While many would argue that having its biggest star – one the promotion has to some extent built around – lose to a woman she’d already beaten twice constituted a bad outcome for the PFL. But I’m choosing to view this as an opportunity. Instead, I believe the PFL had three major problems in 2022.
First, the Wales debacle. The PFL’s late-notice decision to host an event in Wales was its most public failing of the entire year, causing Magomed Umalatov and Denis Goltsov to be unceremoniously removed from the playoffs because they could not get a visa. Imagine if the NFL decided the wild card round would suddenly be played in Japan and then, for whatever reason, the Chargers organization as a whole couldn’t get a visa, so the NFL just decided to kick them out and insert the Steelers.
People would, justifiably, riot. The idea of an MMA “league” relies heavily on notions of meritocracy, and so the PFL setting fire to that for no discernible reason was extremely poor all the way around.
Second, and along similar lines, the structure of the PFL still needs work. Overall, league style format is fun, and it’s an excellent way to differentiate the PFL from all the other promotions. But the way things are ultimately enacted kind of undermines the core concept. Having a a two-fight “regular season” really strains the definition of “season,” and when alternates came come in and make the playoffs with only one win, it hurts the promotion’s credibility.
Add to that the way the scoring and tie-breaker system is deeply flawed — Klidson Abreu went 2-0 in 2022 and beat Renan Ferreira, but Ferreira made the playoffs and Abreu didn’t because Ferreira had a first-round KO, which the tiebreakers favor — and there starts to be a sense of “we are just winging it” going on.

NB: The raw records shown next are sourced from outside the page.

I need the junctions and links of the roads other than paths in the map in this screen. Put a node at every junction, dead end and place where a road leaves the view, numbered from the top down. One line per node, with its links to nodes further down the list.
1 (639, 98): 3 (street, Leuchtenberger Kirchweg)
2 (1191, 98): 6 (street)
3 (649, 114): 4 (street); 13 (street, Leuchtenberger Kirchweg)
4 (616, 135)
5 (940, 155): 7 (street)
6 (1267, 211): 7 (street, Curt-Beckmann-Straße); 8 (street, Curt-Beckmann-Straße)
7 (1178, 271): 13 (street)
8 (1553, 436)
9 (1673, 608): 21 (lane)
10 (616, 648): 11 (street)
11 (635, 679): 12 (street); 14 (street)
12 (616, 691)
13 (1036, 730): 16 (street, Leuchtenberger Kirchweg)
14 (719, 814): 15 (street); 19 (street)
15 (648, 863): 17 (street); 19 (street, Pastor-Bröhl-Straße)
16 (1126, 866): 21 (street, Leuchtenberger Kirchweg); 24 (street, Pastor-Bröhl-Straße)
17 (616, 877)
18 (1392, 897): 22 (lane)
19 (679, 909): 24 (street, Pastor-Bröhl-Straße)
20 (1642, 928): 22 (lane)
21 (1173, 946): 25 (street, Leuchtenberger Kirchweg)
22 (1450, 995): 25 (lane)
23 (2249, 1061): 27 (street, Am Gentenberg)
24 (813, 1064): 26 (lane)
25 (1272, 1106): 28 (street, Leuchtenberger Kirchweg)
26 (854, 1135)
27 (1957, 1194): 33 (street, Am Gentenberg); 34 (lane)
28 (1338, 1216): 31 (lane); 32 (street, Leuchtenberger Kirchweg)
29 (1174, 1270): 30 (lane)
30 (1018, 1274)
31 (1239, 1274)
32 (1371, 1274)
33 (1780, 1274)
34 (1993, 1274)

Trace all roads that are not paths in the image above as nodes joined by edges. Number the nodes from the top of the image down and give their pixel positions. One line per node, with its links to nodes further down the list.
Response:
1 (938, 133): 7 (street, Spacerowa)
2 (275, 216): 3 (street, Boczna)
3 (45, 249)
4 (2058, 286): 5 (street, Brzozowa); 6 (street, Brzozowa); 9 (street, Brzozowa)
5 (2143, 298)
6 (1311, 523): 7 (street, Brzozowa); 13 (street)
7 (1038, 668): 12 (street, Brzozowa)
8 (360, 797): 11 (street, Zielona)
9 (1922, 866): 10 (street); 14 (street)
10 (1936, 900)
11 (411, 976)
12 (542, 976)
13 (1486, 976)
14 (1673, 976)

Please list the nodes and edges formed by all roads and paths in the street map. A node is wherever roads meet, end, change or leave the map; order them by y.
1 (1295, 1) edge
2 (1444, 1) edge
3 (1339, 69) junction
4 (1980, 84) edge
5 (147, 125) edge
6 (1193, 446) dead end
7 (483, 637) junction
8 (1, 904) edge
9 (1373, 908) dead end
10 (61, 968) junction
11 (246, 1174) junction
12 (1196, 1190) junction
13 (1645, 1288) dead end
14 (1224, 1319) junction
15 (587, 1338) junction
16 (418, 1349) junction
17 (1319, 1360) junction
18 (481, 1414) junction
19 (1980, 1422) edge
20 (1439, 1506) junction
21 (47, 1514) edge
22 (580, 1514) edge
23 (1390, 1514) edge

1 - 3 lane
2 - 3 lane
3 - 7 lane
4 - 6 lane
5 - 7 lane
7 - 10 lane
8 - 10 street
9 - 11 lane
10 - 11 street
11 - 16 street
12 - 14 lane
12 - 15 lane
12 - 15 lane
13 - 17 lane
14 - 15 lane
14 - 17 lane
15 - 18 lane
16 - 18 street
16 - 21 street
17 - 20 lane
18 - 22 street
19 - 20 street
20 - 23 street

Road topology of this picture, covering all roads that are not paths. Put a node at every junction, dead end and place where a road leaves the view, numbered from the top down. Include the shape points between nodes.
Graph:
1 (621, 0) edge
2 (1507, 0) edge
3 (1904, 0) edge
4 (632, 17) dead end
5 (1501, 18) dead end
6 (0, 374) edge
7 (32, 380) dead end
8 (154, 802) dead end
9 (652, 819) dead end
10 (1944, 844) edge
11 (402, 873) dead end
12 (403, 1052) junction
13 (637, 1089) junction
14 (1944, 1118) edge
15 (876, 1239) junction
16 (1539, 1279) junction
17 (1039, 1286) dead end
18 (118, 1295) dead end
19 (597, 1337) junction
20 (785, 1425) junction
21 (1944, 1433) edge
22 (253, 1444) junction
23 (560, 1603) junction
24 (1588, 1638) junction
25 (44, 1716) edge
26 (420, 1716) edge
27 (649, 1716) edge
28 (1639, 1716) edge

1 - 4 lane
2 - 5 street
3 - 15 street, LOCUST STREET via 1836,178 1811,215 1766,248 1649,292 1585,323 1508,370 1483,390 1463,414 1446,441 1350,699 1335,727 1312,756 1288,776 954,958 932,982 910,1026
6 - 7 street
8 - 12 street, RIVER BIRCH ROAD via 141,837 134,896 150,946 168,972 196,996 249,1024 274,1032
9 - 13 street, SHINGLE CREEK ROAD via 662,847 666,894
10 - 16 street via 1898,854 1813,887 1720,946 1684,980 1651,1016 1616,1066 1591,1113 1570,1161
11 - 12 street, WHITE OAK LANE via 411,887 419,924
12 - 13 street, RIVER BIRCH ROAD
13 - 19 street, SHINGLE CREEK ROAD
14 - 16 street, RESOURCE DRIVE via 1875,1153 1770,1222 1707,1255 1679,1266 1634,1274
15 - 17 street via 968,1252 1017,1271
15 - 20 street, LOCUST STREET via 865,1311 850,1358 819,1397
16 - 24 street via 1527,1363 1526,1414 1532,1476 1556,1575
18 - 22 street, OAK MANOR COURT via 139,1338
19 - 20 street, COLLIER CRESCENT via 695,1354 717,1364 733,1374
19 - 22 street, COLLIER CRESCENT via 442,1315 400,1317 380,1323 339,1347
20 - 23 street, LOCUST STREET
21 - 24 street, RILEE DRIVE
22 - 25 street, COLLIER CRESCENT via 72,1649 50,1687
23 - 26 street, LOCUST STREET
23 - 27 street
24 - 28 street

But while both of the above things are bad, particularly in the context of a $1 million purses being won and lost, they are not the biggest problem the PFL had in 2022. That remains, as it has been for some time, their overall lack of talent.
At the end of 2022, the MMA Fighting Global Rankings only had one PFL fighter currently in the top-15 of their weight class – featherweight champion Brendan Loughnane – and only two in the pound-for-pound rankings, Harrison and Pacheco. For a promotion with designs on being the No. 2 in the world, that is startlingly low. And while the overall product is solid and the fights tend to be good, at the end of the day this sport still runs on stars to draw interest, and the PFL is lacking in that department. Fortunately for them, that could be changing.
2023 figures to be a very interesting year for the PFL. The promotion has some lofty goals, including expanding its PPV footprint, launching a European league, and adding men’s bantamweight and women’s flyweight divisions. All of those are big steps forward that will most likely improve the product, and yet, they still aren’t the most exciting thing in store for the PFL this year. That designation goes to talent acquisition.
The PFL made strides in acquiring better, more high-profile talent last year with the signings of fighters like Marlon Moraes, Aspen Ladd and Shane Burgos, and many more figure to be in store for 2023. I have repeatedly made the comment that Ante Delija becoming a millionaire should cause any fringe top-15 heavyweight to reevaluate what they are doing in the UFC, and while that’s somewhat of a joke, it’s also very real. One million dollar purses are incredibly rare in MMA, and plenty of UFC fighters have taken notice of what the PFL is offering.
More high-level fighters will continue to make their way to the PFL in 2023, which will in turn make the promotion that much more fun to watch.